→ **REQUIREMENT**
Your reply should reproduce each line below exactly and carry none of the pictures.

(Collected data)
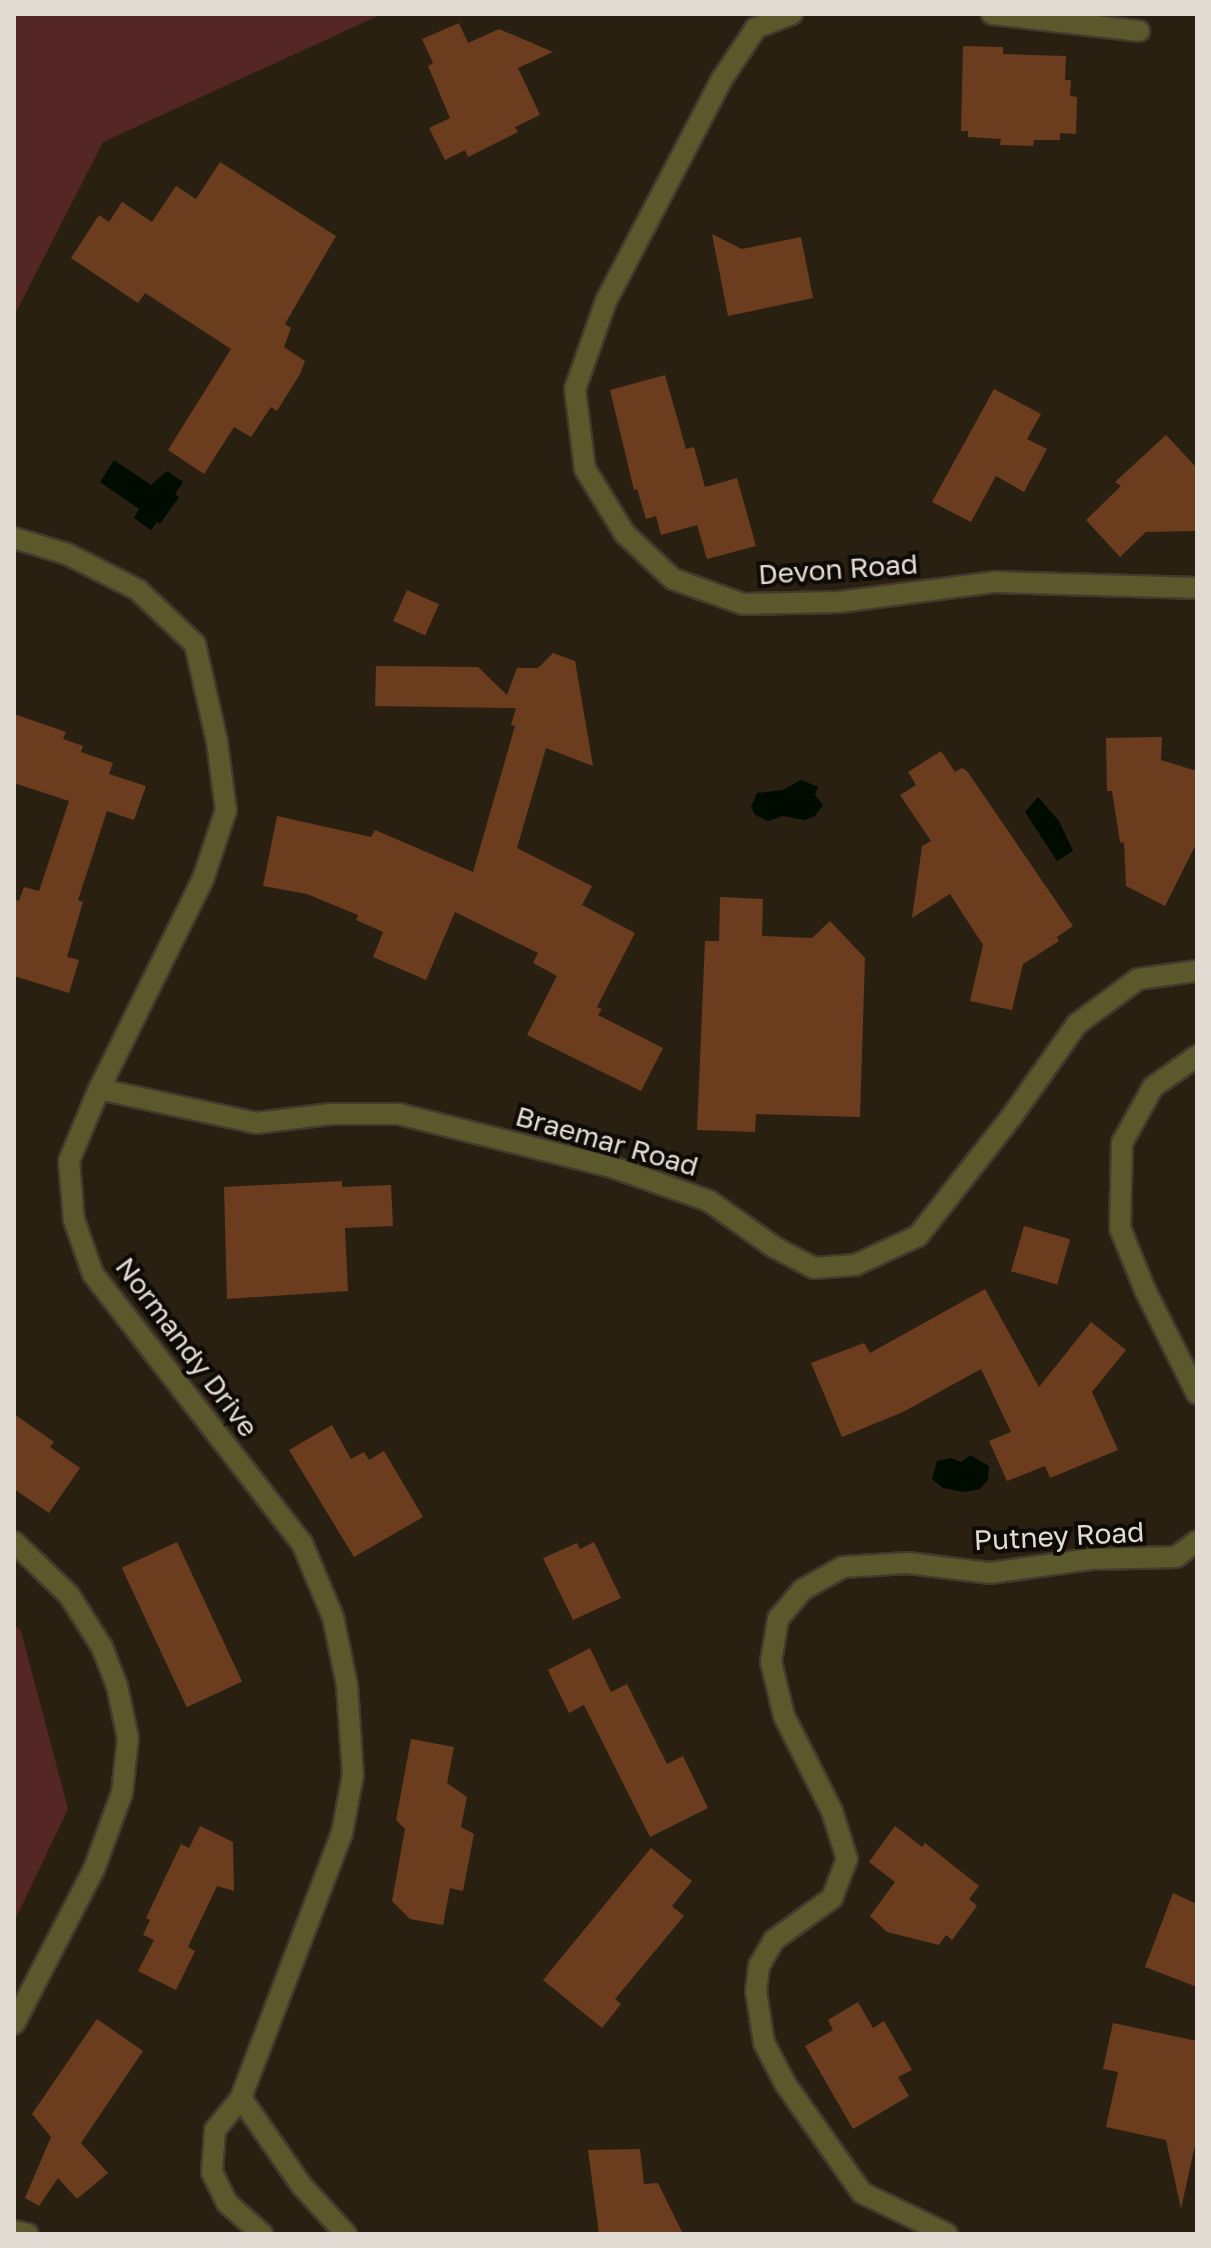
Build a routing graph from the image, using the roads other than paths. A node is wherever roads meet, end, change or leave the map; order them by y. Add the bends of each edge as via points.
1 (792, 14) edge
2 (992, 14) edge
3 (1139, 31) dead end
4 (14, 538) edge
5 (1197, 588) edge
6 (1197, 971) edge
7 (1197, 1056) edge
8 (99, 1089) junction
9 (1197, 1394) edge
10 (1197, 1541) edge
11 (14, 1542) edge
12 (14, 2024) edge
13 (241, 2098) junction
14 (14, 2231) edge
15 (28, 2234) edge
16 (262, 2234) edge
17 (346, 2234) edge
18 (947, 2234) edge

1 - 5 street, Devon Road via 756,28 722,79 606,301 575,389 585,469 625,534 673,579 743,604 839,602 996,582
2 - 3 street
4 - 8 street, Normandy Drive via 67,554 138,590 195,644 217,742 226,810 152,987
6 - 8 street, Braemar Road via 1138,979 1077,1024 918,1236 855,1265 814,1268 709,1201 615,1168 399,1114 330,1114 256,1123
7 - 9 street via 1153,1087 1122,1143 1120,1228
8 - 13 street, Normandy Drive via 69,1161 74,1220 93,1274 302,1543 333,1617 347,1685 353,1775 342,1833
10 - 18 street, Putney Road via 1176,1557 1091,1559 990,1573 908,1563 843,1567 802,1590 778,1619 771,1662 784,1716 832,1811 847,1859 832,1898 774,1940 759,1966 756,1991 764,2043 786,2085 862,2193
11 - 12 street via 69,1595 102,1647 128,1738 122,1793 94,1869
13 - 16 street, Normandy Drive via 215,2130 212,2172 227,2203
13 - 17 street via 302,2186
14 - 15 street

→ **EXERCISE ANSWER**
Build a routing graph from the image, using the roads other than paths. A node is wherever roads meet, end, change or leave the map; order them by y. Add the bends of each edge as via points.
1 (792, 14) edge
2 (992, 14) edge
3 (1139, 31) dead end
4 (14, 538) edge
5 (1197, 588) edge
6 (1197, 971) edge
7 (1197, 1056) edge
8 (99, 1089) junction
9 (1197, 1394) edge
10 (1197, 1541) edge
11 (14, 1542) edge
12 (14, 2024) edge
13 (241, 2098) junction
14 (14, 2231) edge
15 (28, 2234) edge
16 (262, 2234) edge
17 (346, 2234) edge
18 (947, 2234) edge

1 - 5 street, Devon Road via 756,28 722,79 606,301 575,389 585,469 625,534 673,579 743,604 839,602 996,582
2 - 3 street
4 - 8 street, Normandy Drive via 67,554 138,590 195,644 217,742 226,810 152,987
6 - 8 street, Braemar Road via 1138,979 1077,1024 918,1236 855,1265 814,1268 709,1201 615,1168 399,1114 330,1114 256,1123
7 - 9 street via 1153,1087 1122,1143 1120,1228
8 - 13 street, Normandy Drive via 69,1161 74,1220 93,1274 302,1543 333,1617 347,1685 353,1775 342,1833
10 - 18 street, Putney Road via 1176,1557 1091,1559 990,1573 908,1563 843,1567 802,1590 778,1619 771,1662 784,1716 832,1811 847,1859 832,1898 774,1940 759,1966 756,1991 764,2043 786,2085 862,2193
11 - 12 street via 69,1595 102,1647 128,1738 122,1793 94,1869
13 - 16 street, Normandy Drive via 215,2130 212,2172 227,2203
13 - 17 street via 302,2186
14 - 15 street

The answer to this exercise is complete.